= Jon Claerbout =

American geophysicist and seismologist

Jon F. Claerbout (born February 14, 1938) is an American geophysicist and seismologist. He is the Cecil Green Professor Emeritus of Geophysics at Stanford University. Since the later half of the 20th century, he has been a leading researcher and pioneered the use of computers in processing and filtering seismic exploration data, eventually developing the field of time series analysis and seismic interferometry, modelling the propagation of seismic waves.

== Career ==
Claerbout obtained a BS in physics in 1960, a MS in geophysics in 1963 and a PhD in geophysics in 1967, all from the Massachusetts Institute of Technology. His BS thesis was titled A rubidium vapor magnetometer. He worked with Stephen M. Simpson Jr. for his MS thesis, titled Digital filters and applications to seismic detection and discrimination. The publication of this work made many geophysicists, including those in the oil and gas industry, well aware of Claerbout's potential. However, Claerbout found the sparse availability and low quality of earthquake seismic data frustrating and decided to study atmospheric gravity waves during his PhD. His advisor was Theodore R. Madden and the title of his thesis was Electromagnetic Effects of Atmospheric Gravity Waves.
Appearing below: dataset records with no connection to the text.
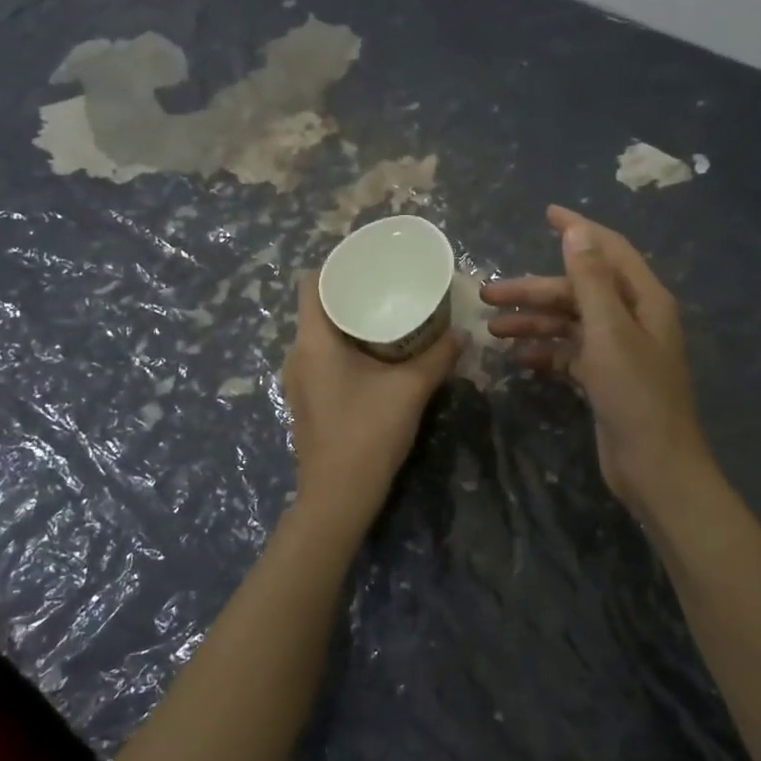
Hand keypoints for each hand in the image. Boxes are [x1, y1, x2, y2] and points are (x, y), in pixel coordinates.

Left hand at [280, 270, 461, 526]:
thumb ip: (438, 357)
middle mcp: (298, 354)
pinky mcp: (308, 400)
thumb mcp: (411, 390)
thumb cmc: (368, 434)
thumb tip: (462, 333)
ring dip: (351, 323)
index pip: (310, 283)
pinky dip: (347, 347)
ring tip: (389, 318)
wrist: (338, 498)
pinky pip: (323, 358)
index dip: (336, 266)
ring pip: (321, 335)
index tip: (370, 263)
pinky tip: (378, 356)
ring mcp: (299, 380)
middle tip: (390, 287)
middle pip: (317, 307)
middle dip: (352, 293)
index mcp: (313, 341)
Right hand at [482, 206, 713, 519]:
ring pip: (570, 323)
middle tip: (488, 295)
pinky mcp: (605, 379)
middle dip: (535, 291)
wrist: (655, 467)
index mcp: (644, 300)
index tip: (546, 213)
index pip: (608, 251)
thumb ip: (591, 281)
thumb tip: (577, 231)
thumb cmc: (635, 395)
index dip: (578, 230)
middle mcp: (633, 319)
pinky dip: (546, 352)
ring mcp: (619, 350)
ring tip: (493, 330)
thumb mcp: (610, 332)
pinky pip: (570, 354)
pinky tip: (519, 358)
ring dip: (534, 323)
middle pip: (579, 291)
Claerbout is the founder of the Stanford Exploration Project (SEP), the first geophysical research consortium funded by the oil and gas industry. Claerbout has been a doctoral advisor to many of influential geophysicists who joined SEP such as Oz Yilmaz and Biondo Biondi.

The term and concept of exploding reflectors in reflection seismology is often attributed to Jon Claerbout. However, Claerbout claims that the term was coined by John Sherwood, a geophysicist from Chevron who introduced him to exploration geophysics. John Sherwood has said that he only used the term to refer to Claerbout's innovative method of seismic migration.

He was one of the first scientists to emphasize that computational methods threaten the reproducibility of research unless open access is provided to both the data and the software underlying a publication.

Claerbout's books have been among the most read and cited in geophysical research, especially Fundamentals of Geophysical Data Processing and Imaging the Earth's Interior, which have been translated into Chinese and Russian among other languages. He has since made all his books available for free download from his website.

== Awards and honors ==
In 1988, Claerbout was elected a member of the National Academy of Engineering for original and pioneering studies that revolutionized seismic wave analysis and greatly aided the international search for petroleum.

He is the youngest ever recipient of the Maurice Ewing Medal of the Society of Exploration Geophysicists, having received this award in 1992 for lifetime achievements when he was in his early fifties.

Asteroid 156990 Claerbout, discovered by Joseph A. Dellinger at George Observatory in 2003, was named in his honor. The official was published by the Minor Planet Center on 17 May 2011 (M.P.C. 75105).